Recently, scientists at Argonne National Laboratory developed a laser-based method to count individual atoms of krypton-81 and measure its abundance accurately. Known as ATTA, for Atom-Trap Trace Analysis, this new, ultra-sensitive method "could revolutionise the scientific study of such topics as continental groundwater flow, long-term glacier motion, and seawater circulation through the ocean floor," say the researchers.

In their 'Geophysical Research Letters' paper, Neil Sturchio, Zheng-Tian Lu, Roland Purtschert, Mohamed Sultan and others report the most extensive measurements yet made for krypton-81 in groundwater.

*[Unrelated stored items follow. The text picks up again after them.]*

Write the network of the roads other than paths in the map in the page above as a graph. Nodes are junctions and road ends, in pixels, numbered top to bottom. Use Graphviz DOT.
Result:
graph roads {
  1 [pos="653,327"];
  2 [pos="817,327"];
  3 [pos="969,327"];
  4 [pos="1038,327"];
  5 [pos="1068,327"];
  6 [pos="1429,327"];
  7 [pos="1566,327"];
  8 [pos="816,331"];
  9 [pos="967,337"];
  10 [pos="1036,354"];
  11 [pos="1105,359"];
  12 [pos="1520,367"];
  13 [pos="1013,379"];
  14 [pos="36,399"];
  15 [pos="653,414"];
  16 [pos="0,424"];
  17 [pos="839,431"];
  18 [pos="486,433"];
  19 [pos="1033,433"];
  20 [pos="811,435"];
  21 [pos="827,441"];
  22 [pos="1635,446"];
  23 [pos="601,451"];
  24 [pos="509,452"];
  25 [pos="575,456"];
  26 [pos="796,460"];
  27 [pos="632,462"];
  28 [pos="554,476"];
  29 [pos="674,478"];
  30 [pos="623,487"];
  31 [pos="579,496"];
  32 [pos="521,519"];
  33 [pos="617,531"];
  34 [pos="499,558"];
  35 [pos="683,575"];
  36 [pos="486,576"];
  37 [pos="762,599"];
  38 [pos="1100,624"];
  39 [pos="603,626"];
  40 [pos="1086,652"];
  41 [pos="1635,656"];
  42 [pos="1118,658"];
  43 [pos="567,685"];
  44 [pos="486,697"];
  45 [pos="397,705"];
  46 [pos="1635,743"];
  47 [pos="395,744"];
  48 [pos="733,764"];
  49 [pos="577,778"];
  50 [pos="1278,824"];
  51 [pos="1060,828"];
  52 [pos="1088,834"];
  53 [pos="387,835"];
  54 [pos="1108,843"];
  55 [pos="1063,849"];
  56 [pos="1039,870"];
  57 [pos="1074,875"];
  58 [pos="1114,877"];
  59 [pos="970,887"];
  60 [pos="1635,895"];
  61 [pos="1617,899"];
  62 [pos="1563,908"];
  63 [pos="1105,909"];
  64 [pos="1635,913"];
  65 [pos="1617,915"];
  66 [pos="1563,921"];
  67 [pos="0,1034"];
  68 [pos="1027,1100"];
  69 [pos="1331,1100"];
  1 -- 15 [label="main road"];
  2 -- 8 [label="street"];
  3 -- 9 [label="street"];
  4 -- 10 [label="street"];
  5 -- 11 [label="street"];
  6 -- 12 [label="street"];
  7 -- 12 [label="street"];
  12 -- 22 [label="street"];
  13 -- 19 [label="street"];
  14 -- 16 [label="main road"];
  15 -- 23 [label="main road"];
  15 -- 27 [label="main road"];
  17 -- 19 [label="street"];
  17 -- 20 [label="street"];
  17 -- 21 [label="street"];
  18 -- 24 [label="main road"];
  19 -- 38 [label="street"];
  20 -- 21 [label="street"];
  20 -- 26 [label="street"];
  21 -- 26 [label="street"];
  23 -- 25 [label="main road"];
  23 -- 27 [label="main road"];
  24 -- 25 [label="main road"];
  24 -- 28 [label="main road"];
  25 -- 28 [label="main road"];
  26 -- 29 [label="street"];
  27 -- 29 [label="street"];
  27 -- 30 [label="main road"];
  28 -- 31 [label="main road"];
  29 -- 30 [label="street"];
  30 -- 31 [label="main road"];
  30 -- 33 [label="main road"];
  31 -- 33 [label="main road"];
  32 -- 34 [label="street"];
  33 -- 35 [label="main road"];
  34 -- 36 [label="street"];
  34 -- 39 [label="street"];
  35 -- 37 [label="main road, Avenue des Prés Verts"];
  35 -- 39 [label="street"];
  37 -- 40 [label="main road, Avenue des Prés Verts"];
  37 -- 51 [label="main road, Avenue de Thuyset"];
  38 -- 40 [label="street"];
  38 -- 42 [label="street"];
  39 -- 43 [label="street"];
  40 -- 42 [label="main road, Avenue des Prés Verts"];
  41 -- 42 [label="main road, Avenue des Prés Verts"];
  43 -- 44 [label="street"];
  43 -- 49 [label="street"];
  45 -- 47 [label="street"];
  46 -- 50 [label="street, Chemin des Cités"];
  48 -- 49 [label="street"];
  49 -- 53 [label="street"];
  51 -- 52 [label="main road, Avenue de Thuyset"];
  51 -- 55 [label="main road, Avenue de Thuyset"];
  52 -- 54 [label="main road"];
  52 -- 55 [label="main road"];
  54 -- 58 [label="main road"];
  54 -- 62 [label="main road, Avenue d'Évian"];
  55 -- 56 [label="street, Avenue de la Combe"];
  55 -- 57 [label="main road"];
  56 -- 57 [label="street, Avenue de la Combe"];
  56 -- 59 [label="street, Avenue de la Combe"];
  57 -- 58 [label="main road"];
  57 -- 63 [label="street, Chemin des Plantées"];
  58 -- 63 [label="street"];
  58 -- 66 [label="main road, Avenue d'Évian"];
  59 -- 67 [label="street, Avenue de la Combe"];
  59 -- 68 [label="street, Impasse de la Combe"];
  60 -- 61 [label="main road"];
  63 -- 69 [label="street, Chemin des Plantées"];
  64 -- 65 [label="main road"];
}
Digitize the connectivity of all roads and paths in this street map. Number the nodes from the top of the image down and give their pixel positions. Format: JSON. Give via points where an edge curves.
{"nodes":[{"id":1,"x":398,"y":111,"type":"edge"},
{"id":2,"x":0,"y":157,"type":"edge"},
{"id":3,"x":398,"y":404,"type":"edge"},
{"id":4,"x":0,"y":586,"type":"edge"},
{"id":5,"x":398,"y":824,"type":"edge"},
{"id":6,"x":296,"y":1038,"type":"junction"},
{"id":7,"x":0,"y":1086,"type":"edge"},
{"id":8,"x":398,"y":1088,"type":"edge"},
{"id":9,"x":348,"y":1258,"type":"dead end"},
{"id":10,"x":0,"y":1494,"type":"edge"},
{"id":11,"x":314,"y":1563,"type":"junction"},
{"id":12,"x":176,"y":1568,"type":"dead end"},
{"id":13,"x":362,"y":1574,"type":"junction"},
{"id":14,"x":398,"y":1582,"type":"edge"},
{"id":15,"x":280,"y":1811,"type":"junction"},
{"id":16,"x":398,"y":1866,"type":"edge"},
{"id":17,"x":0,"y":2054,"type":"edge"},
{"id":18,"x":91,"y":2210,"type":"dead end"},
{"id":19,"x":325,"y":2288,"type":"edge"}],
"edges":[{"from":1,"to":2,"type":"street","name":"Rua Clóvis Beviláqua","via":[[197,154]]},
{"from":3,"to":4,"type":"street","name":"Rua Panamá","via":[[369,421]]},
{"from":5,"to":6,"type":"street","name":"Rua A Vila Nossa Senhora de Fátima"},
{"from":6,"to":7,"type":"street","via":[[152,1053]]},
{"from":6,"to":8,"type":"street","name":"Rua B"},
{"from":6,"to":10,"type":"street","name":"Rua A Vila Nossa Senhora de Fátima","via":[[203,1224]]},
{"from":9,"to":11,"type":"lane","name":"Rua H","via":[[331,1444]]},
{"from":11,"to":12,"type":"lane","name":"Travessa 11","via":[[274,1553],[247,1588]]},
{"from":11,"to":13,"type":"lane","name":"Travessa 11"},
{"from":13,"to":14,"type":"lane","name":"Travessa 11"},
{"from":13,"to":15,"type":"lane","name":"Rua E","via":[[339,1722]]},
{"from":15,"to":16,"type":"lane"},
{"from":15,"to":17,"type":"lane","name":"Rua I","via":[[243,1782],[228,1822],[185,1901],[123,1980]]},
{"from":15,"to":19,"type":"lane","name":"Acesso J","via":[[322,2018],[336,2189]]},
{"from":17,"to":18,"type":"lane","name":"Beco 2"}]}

In the first application of the ATTA method to a groundwater investigation, this team visited the Western Desert of Egypt to sample krypton from the Nubian Aquifer groundwater, which was reputedly old but of unknown age.

To obtain a sufficient amount of krypton for the ATTA measurements, the team had to extract dissolved gases from thousands of litres of groundwater in the field, using a device invented by the Swiss members of the team.

The gas extracted from each well was compressed into steel containers and shipped to Bern (Switzerland), where the trace amount of krypton in each sample was purified and delivered to Argonne for analysis of krypton-81. ATTA measured the ratios of krypton-81 to ordinary krypton, which ranged from about five to 53 percent of that in the air, corresponding to groundwater ages of 200,000 to 1,000,000 years.

- Based on these data, it is possible to estimate the direction and velocity of the groundwater flow, which is about one-to-two meters per year toward the north, and to determine the recharge location in southwest Egypt, the scientists conclude.

According to the study, this confirms results from some previous numerical hydrologic models, but refutes others. Isotopic characteristics of the water itself indicate that it was transported by air masses travelling long distances over North Africa from the Atlantic Ocean, thus reflecting climate conditions much different from the present during the past million years.

The transport of Atlantic air into North Africa caused what is now the Sahara to be a green and fertile land mass. Changing climate patterns turned this green oasis into today's desert.